*** Opening of Data provided ***

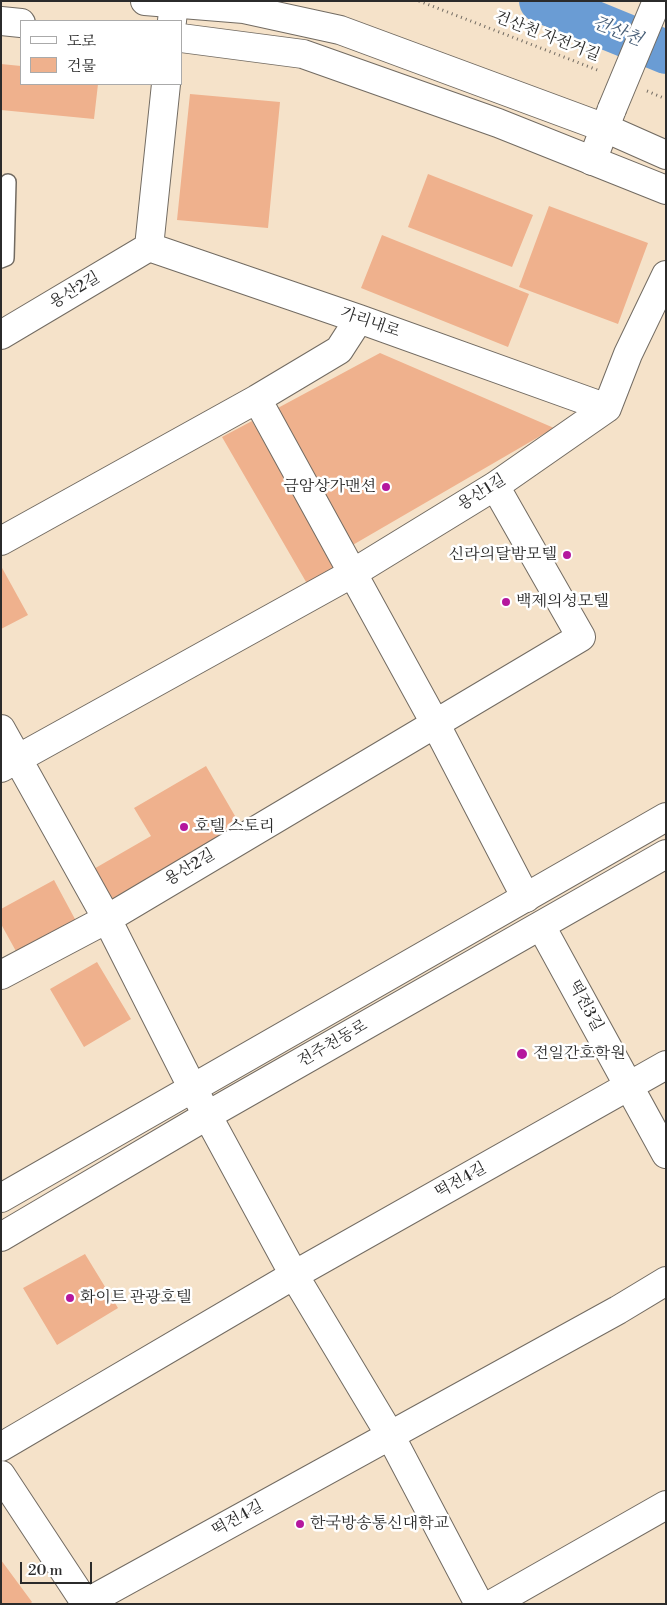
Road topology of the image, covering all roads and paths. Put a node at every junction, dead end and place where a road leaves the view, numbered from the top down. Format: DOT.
graph roads {
  1 [pos="145,1"];
  2 [pos="419,1"];
  3 [pos="657,1"];
  4 [pos="244,5"];
  5 [pos="173,12"];
  6 [pos="1,21"];
  7 [pos="20,23"];
  8 [pos="182,38"];
  9 [pos="602,72"];
  10 [pos="166,85"];
  11 [pos="638,87"];
  12 [pos="666,99"];
  13 [pos="608,118"];
  14 [pos="666,155"];
  15 [pos="592,161"];
  16 [pos="8,182"];
  17 [pos="666,190"];
  18 [pos="149,247"];
  19 [pos="1,260"];
  20 [pos="666,276"];
  21 [pos="359,318"];
  22 [pos="1,335"];
  23 [pos="257,399"];
  24 [pos="607,408"];
  25 [pos="495,486"];
  26 [pos="1,541"];
  27 [pos="353,573"];
  28 [pos="436,725"];
  29 [pos="1,729"];
  30 [pos="10,763"];
  31 [pos="666,818"];
  32 [pos="666,854"];
  33 [pos="526,898"];
  34 [pos="107,919"];
  35 [pos="541,926"];
  36 [pos="1,975"];
  37 [pos="666,1065"];
  38 [pos="628,1087"];
  39 [pos="193,1089"];
  40 [pos="208,1115"];
  41 [pos="666,1154"];
  42 [pos="1,1198"];
  43 [pos="1,1237"];
  44 [pos="294,1275"];
  45 [pos="666,1281"];
  46 [pos="390,1434"];
  47 [pos="1,1447"];
  48 [pos="1,1475"];
  49 [pos="666,1505"];
  50 [pos="85,1603"];
  51 [pos="479,1604"];
  52 [pos="492,1604"];
  1 -- 5 [label="street"];
  2 -- 9 [label="path, 건산천 자전거길"];
  3 -- 13 [label="street, bridge"];
  4 -- 5 [label="street"];
  4 -- 13 [label="street"];
  6 -- 7 [label="street"];
  8 -- 15 [label="street"];
  10 -- 18 [label="street"];
  11 -- 12 [label="path"];
  13 -- 14 [label="street"];
  13 -- 15 [label="street"];
  15 -- 17 [label="street"];
  16 -- 19 [label="lane"];
  18 -- 21 [label="street, 가리내로"];
  18 -- 22 [label="street, 용산2길"];
  20 -- 24 [label="street"];
  21 -- 23 [label="street"];
  21 -- 24 [label="street, 가리내로"];
  23 -- 26 [label="street"];
  23 -- 27 [label="street"];
  24 -- 25 [label="street, 용산1길"];
  25 -- 27 [label="street, 용산1길"];
  25 -- 28 [label="street"];
  27 -- 28 [label="street"];
  27 -- 30 [label="street, 용산1길"];
  28 -- 33 [label="street"];
  28 -- 34 [label="street, 용산2길"];
  29 -- 30 [label="street"];
  30 -- 34 [label="street"];
  31 -- 33 [label="street, 전주천동로"];
  32 -- 35 [label="street, 전주천동로"];
  33 -- 39 [label="street, 전주천동로"];
  34 -- 36 [label="street, 용산2길"];
  34 -- 39 [label="street"];
  35 -- 38 [label="street, 떡전3길"];
  35 -- 40 [label="street, 전주천동로"];
  37 -- 38 [label="street"];
  38 -- 41 [label="street, 떡전3길"];
  38 -- 44 [label="street, 떡전4길"];
  39 -- 40 [label="street"];
  39 -- 42 [label="street, 전주천동로"];
  40 -- 43 [label="street, 전주천동로"];
  40 -- 44 [label="street"];
  44 -- 46 [label="street"];
  44 -- 47 [label="street, 떡전4길"];
  45 -- 46 [label="street, 떡전4길"];
  46 -- 50 [label="street, 떡전4길"];
  46 -- 51 [label="street"];
  48 -- 50 [label="street"];
  49 -- 52 [label="street"];
}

*** Close of Data provided ***

• _Assignment_
Among the lines above, find those that contain the word "roads" and copy them.

• _Response_
Road topology of the image, covering all roads and paths. Put a node at every junction, dead end and place where a road leaves the view, numbered from the top down. Format: DOT.
graph roads {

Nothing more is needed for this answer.